Your job is to transcribe the material exactly, every line included.

===== Source material

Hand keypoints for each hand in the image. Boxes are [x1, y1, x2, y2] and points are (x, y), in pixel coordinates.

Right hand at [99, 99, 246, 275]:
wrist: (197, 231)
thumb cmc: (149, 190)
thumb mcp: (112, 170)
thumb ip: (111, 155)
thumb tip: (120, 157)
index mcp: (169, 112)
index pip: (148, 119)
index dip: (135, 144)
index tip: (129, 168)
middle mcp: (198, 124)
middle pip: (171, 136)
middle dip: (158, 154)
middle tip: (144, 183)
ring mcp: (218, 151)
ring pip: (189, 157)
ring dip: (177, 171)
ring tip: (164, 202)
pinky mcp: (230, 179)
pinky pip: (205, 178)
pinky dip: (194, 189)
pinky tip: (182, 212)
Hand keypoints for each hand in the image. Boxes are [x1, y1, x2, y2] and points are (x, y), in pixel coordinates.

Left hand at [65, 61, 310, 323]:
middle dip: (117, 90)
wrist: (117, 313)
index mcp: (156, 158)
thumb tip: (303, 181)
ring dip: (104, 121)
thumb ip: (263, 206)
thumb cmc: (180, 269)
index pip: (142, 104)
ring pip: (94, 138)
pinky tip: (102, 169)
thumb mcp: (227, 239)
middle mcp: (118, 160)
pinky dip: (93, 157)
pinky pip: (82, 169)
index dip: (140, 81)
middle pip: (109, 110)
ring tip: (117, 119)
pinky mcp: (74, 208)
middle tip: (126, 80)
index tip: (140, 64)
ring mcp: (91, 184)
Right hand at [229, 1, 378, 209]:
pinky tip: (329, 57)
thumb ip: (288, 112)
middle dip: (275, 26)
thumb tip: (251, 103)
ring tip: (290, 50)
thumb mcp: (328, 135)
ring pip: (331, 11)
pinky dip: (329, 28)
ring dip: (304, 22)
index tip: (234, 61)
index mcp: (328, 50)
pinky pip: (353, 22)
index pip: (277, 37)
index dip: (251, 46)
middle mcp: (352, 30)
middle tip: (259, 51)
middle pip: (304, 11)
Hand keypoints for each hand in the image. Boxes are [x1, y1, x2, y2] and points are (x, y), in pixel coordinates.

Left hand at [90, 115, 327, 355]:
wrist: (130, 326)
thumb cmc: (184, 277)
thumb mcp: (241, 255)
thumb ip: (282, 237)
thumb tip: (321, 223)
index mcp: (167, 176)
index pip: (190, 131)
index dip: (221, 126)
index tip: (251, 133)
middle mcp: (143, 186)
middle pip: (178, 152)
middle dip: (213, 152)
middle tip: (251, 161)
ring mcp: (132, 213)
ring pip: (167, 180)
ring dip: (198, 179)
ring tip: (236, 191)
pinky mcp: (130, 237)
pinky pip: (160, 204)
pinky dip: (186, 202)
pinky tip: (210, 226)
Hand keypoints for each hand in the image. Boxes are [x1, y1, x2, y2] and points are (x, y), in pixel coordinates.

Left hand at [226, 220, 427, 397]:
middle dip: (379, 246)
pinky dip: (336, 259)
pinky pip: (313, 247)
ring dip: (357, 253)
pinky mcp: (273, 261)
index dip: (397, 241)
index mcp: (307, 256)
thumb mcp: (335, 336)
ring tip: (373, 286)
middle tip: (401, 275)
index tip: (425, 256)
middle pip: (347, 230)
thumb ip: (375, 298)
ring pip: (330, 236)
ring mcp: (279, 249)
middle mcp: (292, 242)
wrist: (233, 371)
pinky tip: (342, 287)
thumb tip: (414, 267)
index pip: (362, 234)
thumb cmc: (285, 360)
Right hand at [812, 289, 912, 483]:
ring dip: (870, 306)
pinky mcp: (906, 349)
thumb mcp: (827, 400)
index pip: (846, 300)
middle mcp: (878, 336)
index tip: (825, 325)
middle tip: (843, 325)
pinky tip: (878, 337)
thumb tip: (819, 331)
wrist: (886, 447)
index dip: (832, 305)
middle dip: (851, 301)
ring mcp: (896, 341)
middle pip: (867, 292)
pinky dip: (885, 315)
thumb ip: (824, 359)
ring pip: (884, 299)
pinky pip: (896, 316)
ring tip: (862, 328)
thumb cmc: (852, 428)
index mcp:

==========

**Your response**.
Hand keypoints for each hand in the image. Boxes are [x1, y1, x2, y2] and points are (x, y), in pixel coordinates.

Right hand at [99, 99, 246, 275]:
wrist: (197, 231)
thumb cmc: (149, 190)
thumb mcp: (112, 170)
thumb ip: (111, 155)
thumb tip: (120, 157)
index mcp: (169, 112)
index pip: (148, 119)
index dip: (135, 144)
index tip: (129, 168)
middle mcp: (198, 124)
middle pip: (171, 136)
middle dip: (158, 154)
middle tip: (144, 183)
ring mcp: (218, 151)
ring pip: (189, 157)
ring dip: (177, 171)
ring tip: (164, 202)
pinky mcp: (230, 179)
pinky pip: (205, 178)
pinky dip: (194, 189)
pinky tip: (182, 212)
Hand keypoints for each hand in the image. Boxes are [x1, y1, x2, y2] and points are (x, y), in pixel coordinates.

Left hand at [65, 61, 310, 323]:
middle dip: (117, 90)
wrist: (117, 313)
index mcp: (156, 158)
thumb tip: (303, 181)
ring dip: (104, 121)
thumb ip: (263, 206)
thumb cmc: (180, 269)
index pip: (142, 104)
ring pip: (94, 138)
pinky tip: (102, 169)
thumb mcp: (227, 239)
middle mcp: (118, 160)
pinky dip: (93, 157)
pinky pip: (82, 169)
index dip: (140, 81)
middle pip: (109, 110)
ring tip: (117, 119)
pinky mcp: (74, 208)
middle tip: (126, 80)
index tip: (140, 64)
ring mcp: (91, 184)
Right hand at [229, 1, 378, 209]:
pinky tip: (329, 57)
thumb ip: (288, 112)
middle dip: (275, 26)
thumb tip: (251, 103)
ring tip: (290, 50)
thumb mcp: (328, 135)
ring pip: (331, 11)
pinky dip: (329, 28)
ring dip: (304, 22)
index tip: (234, 61)
index mcp: (328, 50)
pinky pip: (353, 22)
index pip: (277, 37)
index dip: (251, 46)
middle mcp: (352, 30)
middle tip: (259, 51)
middle pip: (304, 11)
Hand keypoints for each hand in the image. Boxes are [x1, y1, x2, y2] and points are (x, y), in pixel coordinates.

Left hand at [90, 115, 327, 355]:
wrist: (130, 326)
thumb cmc: (184, 277)
thumb mcp: (241, 255)
thumb ip: (282, 237)
thumb tip: (321, 223)
index mcp: (167, 176)
index pip: (190, 131)
index dip: (221, 126)
index tip: (251, 133)
middle mcp: (143, 186)
middle pip: (178, 152)
middle dip: (213, 152)
middle tip: (251, 161)
ring mcp: (132, 213)
ring pip: (167, 180)
ring dip: (198, 179)
ring tip: (236, 191)
pinky mcp: (130, 237)
pinky pip: (160, 204)
pinky dip: (186, 202)
pinky tip: (210, 226)
Hand keypoints for each hand in the image. Boxes are [x1, y1, x2, y2] and points are (x, y), in pixel coordinates.

Left hand at [226, 220, 427, 397]:
middle dip: (379, 246)
pinky dip: (336, 259)
pinky pip: (313, 247)
ring dip: (357, 253)
pinky mcp: (273, 261)
index dip: (397, 241)
index mcp: (307, 256)
thumb mcp: (335, 336)
ring tip: (373, 286)
middle tip: (401, 275)
index tip: (425, 256)
middle pip: (347, 230)
thumb ip: (375, 298)
ring pip: (330, 236)
ring mcp: (279, 249)
middle mcp: (292, 242)
wrist: (233, 371)
pinky tip: (342, 287)
thumb tip: (414, 267)
index pip: (362, 234)
thumb cmc: (285, 360)
Right hand at [812, 289, 912, 483]:
ring dip: (870, 306)
pinky mcp: (906, 349)
thumb mcp: (827, 400)
index pip: (846, 300)
middle mcp: (878, 336)
index tip: (825, 325)
middle tip: (843, 325)
pinky tip: (878, 337)
thumb tip: (819, 331)
wrist: (886, 447)
index dip: (832, 305)
middle dip: (851, 301)
ring mcp: (896, 341)
middle pip: (867, 292)
pinky dip: (885, 315)
thumb ip: (824, 359)
ring pip: (884, 299)
pinky pip: (896, 316)
ring tip: (862, 328)
thumb cmc: (852, 428)
index mcp:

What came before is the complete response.